[Collected data]
-*-*-

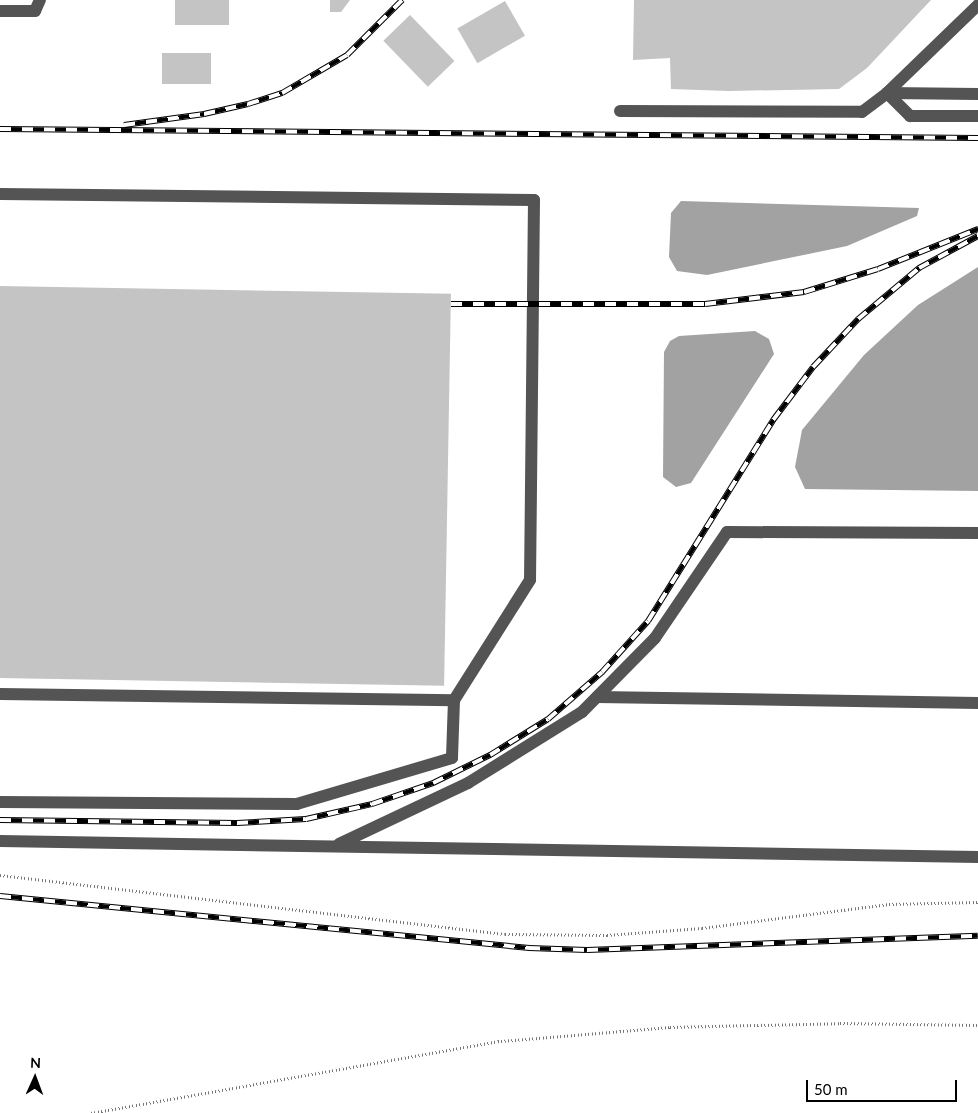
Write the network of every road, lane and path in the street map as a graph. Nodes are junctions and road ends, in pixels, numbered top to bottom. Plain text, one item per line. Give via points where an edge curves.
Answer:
1 (40, 0) edge
2 (978, 5) edge
3 (0, 12) edge
4 (887, 93) junction
5 (978, 94) edge
6 (620, 111) dead end
7 (978, 116) edge
8 (0, 194) edge
9 (978, 533) edge
10 (0, 694) edge
11 (597, 697) junction
12 (454, 700) junction
13 (978, 703) edge
14 (0, 802) edge
15 (0, 841) edge
16 (335, 846) junction
17 (978, 857) edge
18 (0, 875) edge
19 (978, 902) edge
20 (978, 1025) edge
21 (91, 1113) edge

1 - 3 lane via 35,11
2 - 4 lane
4 - 5 lane
4 - 6 lane via 862,112
4 - 7 lane via 910,116
8 - 12 lane via 534,200 530,580
9 - 11 lane via 727,532 656,638
10 - 12 lane
11 - 13 lane
11 - 16 lane via 582,712 468,783
12 - 14 lane via 452,758 297,804
15 - 16 lane
16 - 17 lane
18 - 19 path via 505,934 617,935 702,928 889,904
20 - 21 path via 840,1023 670,1027 501,1042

-*-*-

*Task details*: Could you transcribe every entry exactly, leaving out the pictures?

*Answer below*:
Write the network of every road, lane and path in the street map as a graph. Nodes are junctions and road ends, in pixels, numbered top to bottom. Plain text, one item per line. Give via points where an edge curves.
Answer:
1 (40, 0) edge
2 (978, 5) edge
3 (0, 12) edge
4 (887, 93) junction
5 (978, 94) edge
6 (620, 111) dead end
7 (978, 116) edge
8 (0, 194) edge
9 (978, 533) edge
10 (0, 694) edge
11 (597, 697) junction
12 (454, 700) junction
13 (978, 703) edge
14 (0, 802) edge
15 (0, 841) edge
16 (335, 846) junction
17 (978, 857) edge
18 (0, 875) edge
19 (978, 902) edge
20 (978, 1025) edge
21 (91, 1113) edge

1 - 3 lane via 35,11
2 - 4 lane
4 - 5 lane
4 - 6 lane via 862,112
4 - 7 lane via 910,116
8 - 12 lane via 534,200 530,580
9 - 11 lane via 727,532 656,638
10 - 12 lane
11 - 13 lane
11 - 16 lane via 582,712 468,783
12 - 14 lane via 452,758 297,804
15 - 16 lane
16 - 17 lane
18 - 19 path via 505,934 617,935 702,928 889,904
20 - 21 path via 840,1023 670,1027 501,1042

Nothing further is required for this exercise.